Topic: bind variable with existential quantifier

Matt Yan (Feb 10 2022 at 05:39):

Hi, I'm doing the natural number game, currently I have

d : mynat,
h : a = b + d

I want to do a rw ← le_iff_exists_add b a at h, to obtain b <= a, however le_iff_exists_add is formulated with the existential quantifier, how can I bind d into h using the existential quantifier?
image.png

Mario Carneiro (Feb 10 2022 at 05:54):

I would instead write this as have := (le_iff_exists_add _ _).2 \<_, h\>

Matt Yan (Feb 10 2022 at 06:25):

Thanks! It works!
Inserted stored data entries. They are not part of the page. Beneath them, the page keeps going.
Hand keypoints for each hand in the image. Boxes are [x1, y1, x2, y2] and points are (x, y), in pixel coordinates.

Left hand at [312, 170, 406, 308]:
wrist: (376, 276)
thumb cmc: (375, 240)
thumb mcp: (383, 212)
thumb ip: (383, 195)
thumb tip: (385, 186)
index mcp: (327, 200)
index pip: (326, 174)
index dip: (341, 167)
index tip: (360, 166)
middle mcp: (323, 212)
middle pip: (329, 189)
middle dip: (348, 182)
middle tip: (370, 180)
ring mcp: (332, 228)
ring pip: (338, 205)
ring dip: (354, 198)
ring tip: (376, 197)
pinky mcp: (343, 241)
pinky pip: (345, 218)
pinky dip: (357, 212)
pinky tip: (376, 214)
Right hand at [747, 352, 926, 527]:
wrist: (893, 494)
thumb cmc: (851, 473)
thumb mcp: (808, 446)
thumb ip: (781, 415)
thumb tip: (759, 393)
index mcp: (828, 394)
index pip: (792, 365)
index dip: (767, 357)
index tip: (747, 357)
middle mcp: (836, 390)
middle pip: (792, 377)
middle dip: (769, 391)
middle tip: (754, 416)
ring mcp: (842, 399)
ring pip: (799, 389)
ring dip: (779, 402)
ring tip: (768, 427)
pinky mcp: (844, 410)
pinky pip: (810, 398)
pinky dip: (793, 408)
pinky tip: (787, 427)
Can you explain what the \< \> brackets do?

Mario Carneiro (Feb 10 2022 at 07:52):

They are called "anonymous constructor brackets", they construct a proof of various tuple-like things, in particular p /\ q and \exists x : A, p x

Mario Carneiro (Feb 10 2022 at 07:53):

It is possible to do this with a rewrite but you would have to specify exactly the existential you want first, something like have h : \exists d, a = b + d := \<_, h\>

Mario Carneiro (Feb 10 2022 at 07:53):

and then rw <- le_iff_exists_add at h

Last updated: Dec 20 2023 at 11:08 UTC